▽

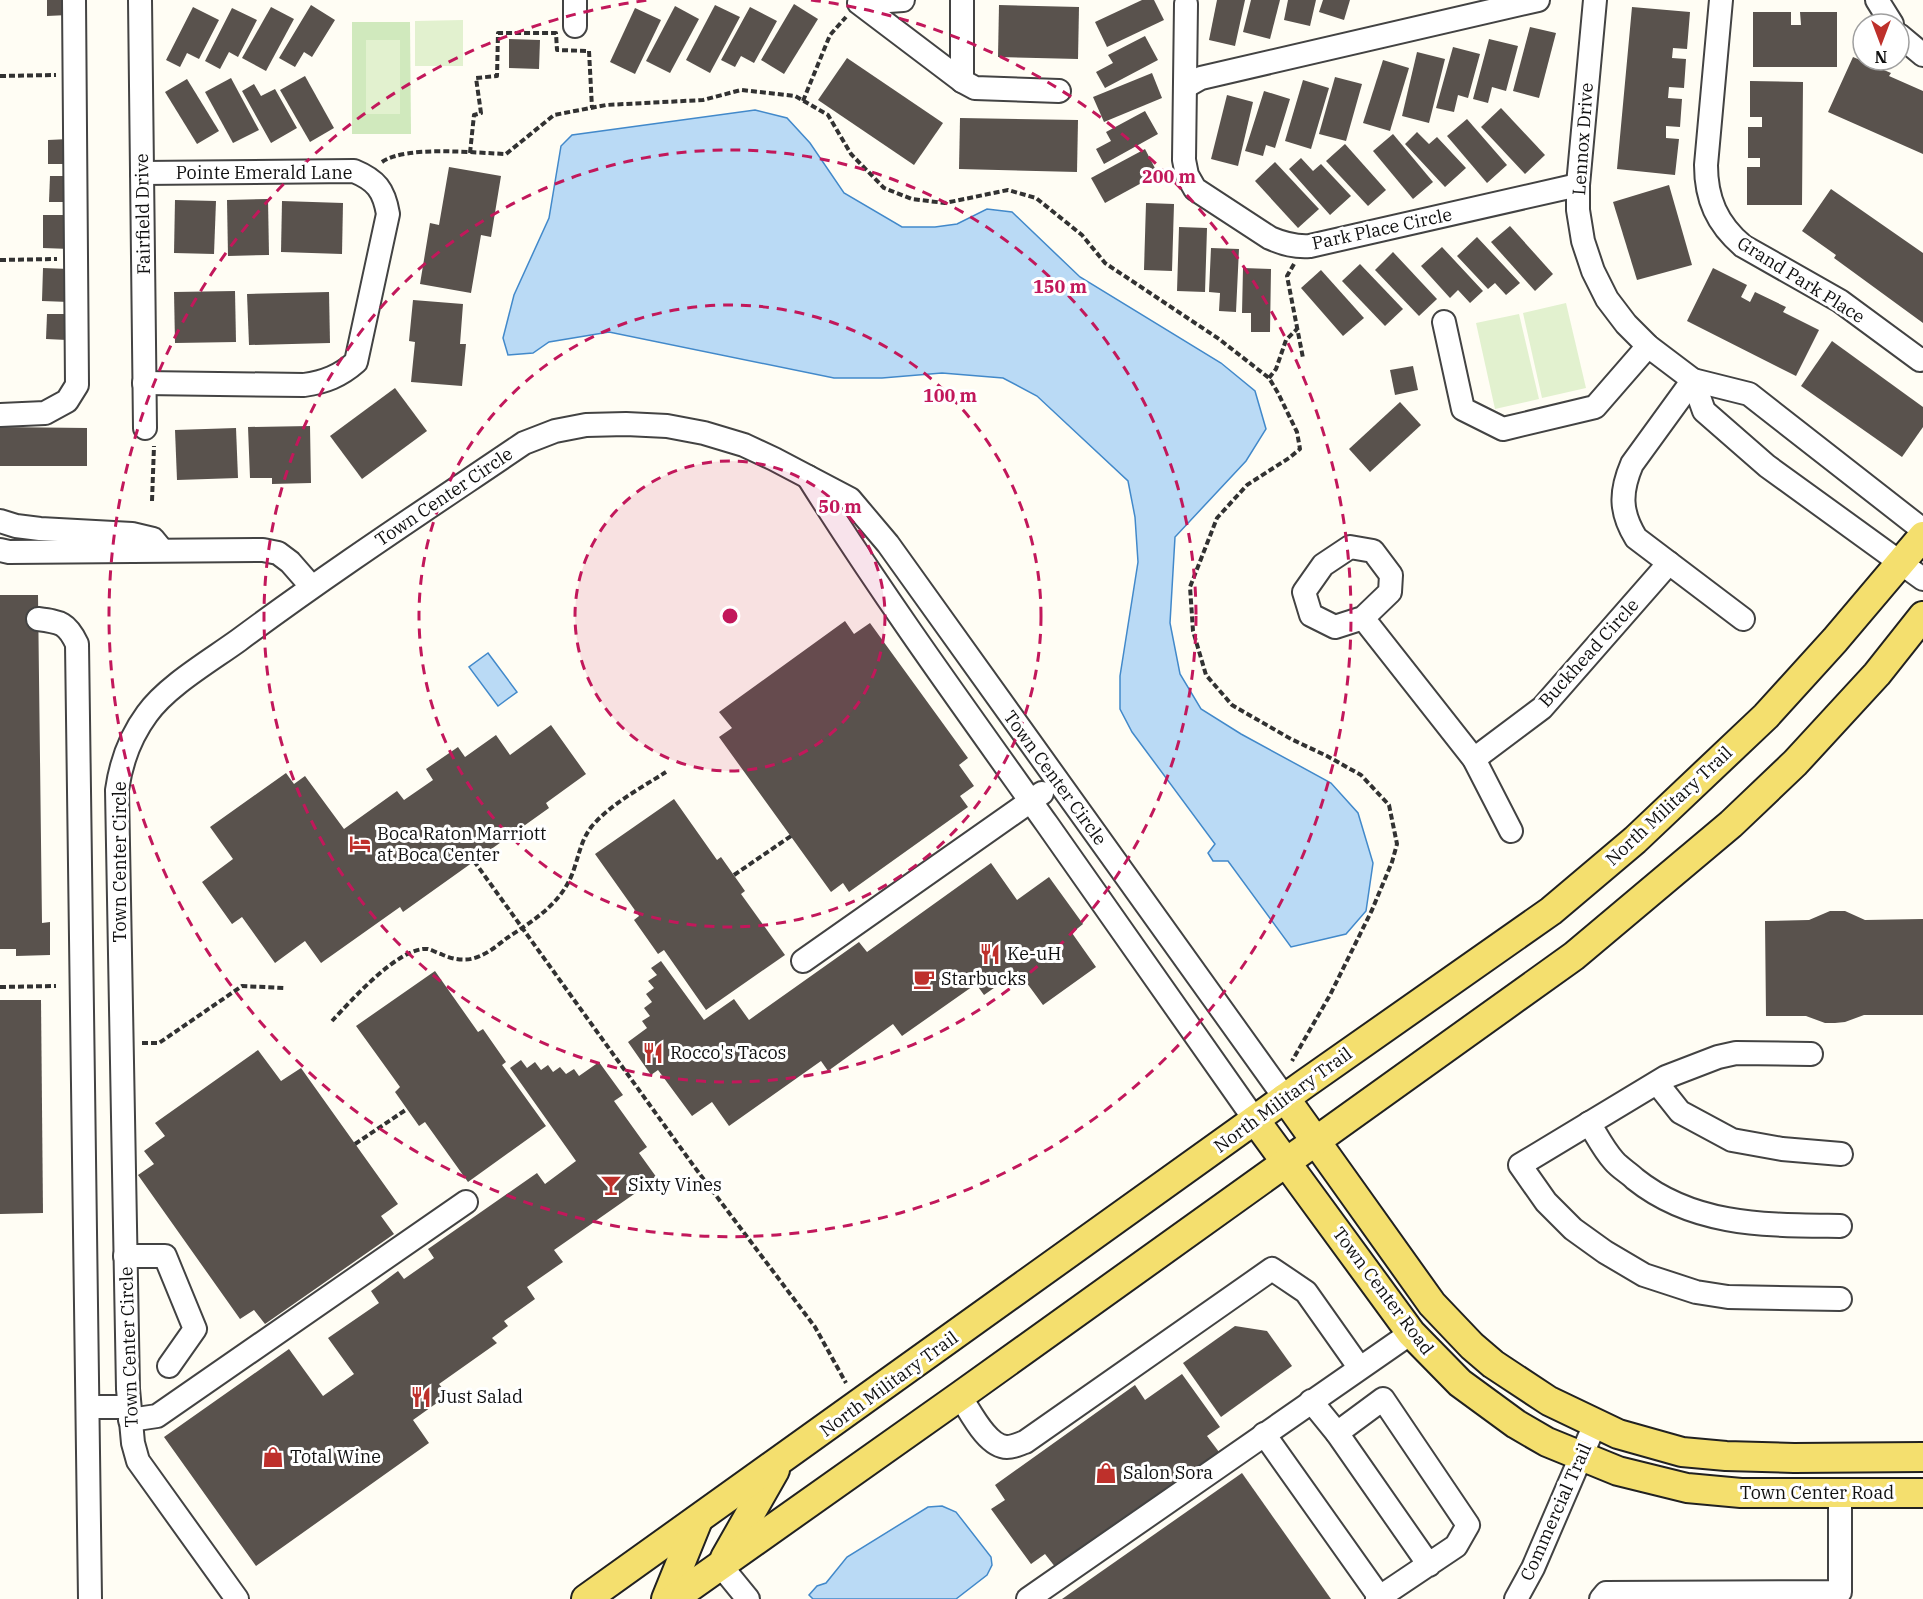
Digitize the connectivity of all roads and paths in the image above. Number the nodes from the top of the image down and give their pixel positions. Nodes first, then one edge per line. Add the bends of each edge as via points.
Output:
1 (74, 0) edge
2 (140, 0) edge
3 (575, 0) edge
4 (903, 0) edge
5 (962, 0) edge
6 (1538, 0) edge
7 (1595, 0) edge
8 (1721, 0) edge
9 (859, 3) junction
10 (1186, 4) dead end
11 (575, 26) dead end
12 (1911, 45) edge
13 (1923, 55) edge
14 (75, 75) junction
15 (0, 76) edge
16 (962, 81) junction
17 (1185, 87) junction
18 (1059, 91) dead end
19 (803, 101) junction
20 (592, 108) junction
21 (470, 153) junction
22 (142, 173) junction
23 (363, 175) junction
24 (1578, 185) junction
25 (1298, 247) junction
26 (76, 259) junction
27 (0, 260) edge
28 (1444, 322) dead end
29 (1297, 328) junction
30 (1648, 346) junction
31 (1303, 358) dead end
32 (1923, 359) edge
33 (1269, 378) junction
34 (1693, 380) junction
35 (144, 382) junction
36 (0, 415) edge
37 (145, 428) joint
38 (807, 476) junction
39 (152, 501) dead end
40 (8, 523) edge
41 (1923, 530) edge
42 (1923, 536) edge
43 (4, 551) edge
44 (163, 551) junction
45 (1669, 563) junction
46 (1912, 571) edge
47 (311, 586) junction
48 (1923, 616) edge
49 (1363, 618) dead end
50 (38, 619) dead end
51 (1743, 619) dead end
52 (1474, 759) junction
53 (666, 772) dead end
54 (1058, 782) junction
55 (1030, 801) junction
56 (118, 805) junction
57 (80, 807) junction
58 (1510, 831) dead end
59 (791, 836) dead end
60 (474, 861) dead end
61 (734, 875) dead end
62 (522, 928) junction
63 (803, 961) dead end
64 (56, 986) dead end
65 (0, 987) edge
66 (284, 988) dead end
67 (332, 1021) dead end
68 (122, 1043) junction
69 (1811, 1054) dead end
70 (1292, 1061) dead end
71 (1657, 1083) junction
72 (1285, 1098) junction
73 (407, 1109) dead end
74 (1255, 1120) junction
75 (1589, 1123) junction
76 (1316, 1142) junction
77 (355, 1144) dead end
78 (1841, 1154) dead end
79 (1287, 1162) junction
80 (466, 1202) dead end
81 (1840, 1226) dead end
82 (125, 1256) junction
83 (1840, 1299) dead end
84 (1411, 1333) junction
85 (169, 1366) dead end
86 (1359, 1367) junction
87 (846, 1383) dead end
88 (960, 1396) junction
89 (1311, 1401) junction
90 (87, 1407) junction
91 (130, 1414) junction
92 (1595, 1424) junction
93 (1336, 1433) junction
94 (1264, 1434) junction
95 (1581, 1457) junction
96 (1923, 1457) edge
97 (779, 1463) junction
98 (1923, 1493) edge
99 (1840, 1494) junction
100 (698, 1520) junction
101 (1429, 1565) junction
102 (721, 1566) junction
103 (1840, 1596) edge
104 (1379, 1598) edge
105 (90, 1599) edge
106 (237, 1599) edge
107 (586, 1599) edge
108 (666, 1599) edge
109 (673, 1599) edge
110 (748, 1599) edge
111 (1028, 1599) edge
112 (1516, 1599) edge
113 (1601, 1599) edge

1 - 14 street
2 - 22 street, Fairfield Drive
3 - 11 street
4 - 9 street
5 - 16 street
6 - 17 street via 1201,78
7 - 24 street, Lennox Drive
8 - 32 street, Grand Park Place via 1706,165 1713,209 1743,246 1840,301
9 - 16 street
9 - 19 path via 830,34
10 - 17 street, Park Place Circle
12 - 13 street
14 - 15 path
14 - 26 street
16 - 18 street via 975,88
17 - 25 street, Park Place Circle via 1184,160 1196,189 1270,238
19 - 20 path via 795,96 741,90 703,100
19 - 33 path via 828,115 851,154 884,188 912,199 945,203 1008,190 1036,198 1082,235 1105,263 1219,339
20 - 21 path via 554,115 506,154
20 - 21 path via 589,51 557,50 556,33 498,33 496,76 476,78 481,113 474,115
21 - 23 path via 413,152 386,159
22 - 23 street, Pointe Emerald Lane via 354,171
22 - 35 street, Fairfield Drive
23 - 35 street, Pointe Emerald Lane via 378,186 388,213 356,362 333,378 304,385
24 - 25 street, Park Place Circle
24 - 30 street, Lennox Drive via 1583,241 1593,271 1626,324
25 - 29 path via 1298,257 1287,276
26 - 27 path
26 - 36 street via 77,385 67,401 45,413
28 - 30 street via 1463,409 1503,429 1595,407
29 - 31 path
29 - 33 path via 1286,339
30 - 34 street, Lennox Drive
33 - 70 path via 1297,432 1300,449 1247,485 1218,518 1190,587 1193,631 1206,675 1232,705 1361,775 1389,805 1397,844 1372,910
34 - 41 street, Lennox Drive via 1749,394
34 - 45 street via 1632,464 1623,494 1626,518 1636,538
34 - 46 street via 1704,411 1759,459
35 - 37 street, Fairfield Drive
37 - 39 path via 154,437
38 - 47 street, Town Center Circle via 744,445 677,428 626,424 555,431 524,443
38 - 54 street, Town Center Circle via 850,499 888,544
38 - 55 street, Town Center Circle via 897,615
40 - 43 street via 10,536
40 - 44 street via 132,534 153,540
42 - 46 main road, North Military Trail
43 - 44 street
44 - 47 street via 278,553
45 - 51 street
45 - 52 street, Buckhead Circle via 1542,708
46 - 72 main road, North Military Trail via 1836,640 1766,716 1635,840 1551,910
47 - 56 street, Town Center Circle via 158,701 130,742 120,773
48 - 76 main road via 1877,674 1731,824 1574,956
49 - 52 street
50 - 57 street via 57,621 69,628 77,644
52 - 58 street
53 - 62 path via 609,809 591,827 562,893 546,911
54 - 55 street
54 - 72 street, Town Center Circle
55 - 63 street
55 - 74 street, Town Center Circle
56 - 57 street
56 - 68 street, Town Center Circle
57 - 90 street
59 - 61 path
60 - 62 path
62 - 67 path via 480,956 461,960 429,949 400,958 359,991
62 - 87 path via 815,1327
64 - 65 path
66 - 68 path via 242,986 159,1043
68 - 82 street, Town Center Circle
69 - 71 street via 1718,1056
71 - 75 street
71 - 78 street via 1680,1112 1732,1140
72 - 74 main road, North Military Trail
72 - 76 main road, Town Center Road
73 - 77 path
74 - 79 main road, Town Center Road
74 - 97 main road, North Military Trail
75 - 81 street via 1615,1163 1645,1187 1677,1204 1721,1218 1759,1224
75 - 83 street via 1520,1165 1546,1202 1573,1229 1605,1252 1644,1275 1696,1292 1728,1297
76 - 79 main road
76 - 92 main road, Town Center Road via 1432,1304 1472,1346 1520,1383
79 - 84 main road, Town Center Road
79 - 88 main road
80 - 91 street via 157,1416
82 - 85 street via 165,1256 195,1329
82 - 91 street, Town Center Circle
84 - 86 street
84 - 95 main road, Town Center Road via 1460,1383 1487,1404 1547,1442
86 - 88 street via 1306,1292 1272,1269 1025,1442 1005,1448 996,1445
86 - 89 street
88 - 102 main road
89 - 93 street
89 - 94 street
90 - 91 street
90 - 105 street
91 - 106 street, Town Center Circle via 138,1461
92 - 95 street, Commercial Trail
92 - 96 main road, Town Center Road via 1641,1442 1699,1454
93 - 101 street
93 - 101 street via 1383,1399 1468,1525 1456,1546
94 - 104 street
94 - 111 street
95 - 99 main road, Town Center Road via 1618,1471 1687,1488
95 - 112 street, Commercial Trail
97 - 100 main road, North Military Trail
97 - 102 main road
98 - 99 main road, Town Center Road
99 - 103 street
100 - 107 main road, North Military Trail
100 - 108 main road
101 - 104 street
102 - 109 main road
102 - 110 street
103 - 113 street via 1606,1593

△

## About this task
Count the lines in the records that include the word "Commercial". Report the total alone.

## Answer area
2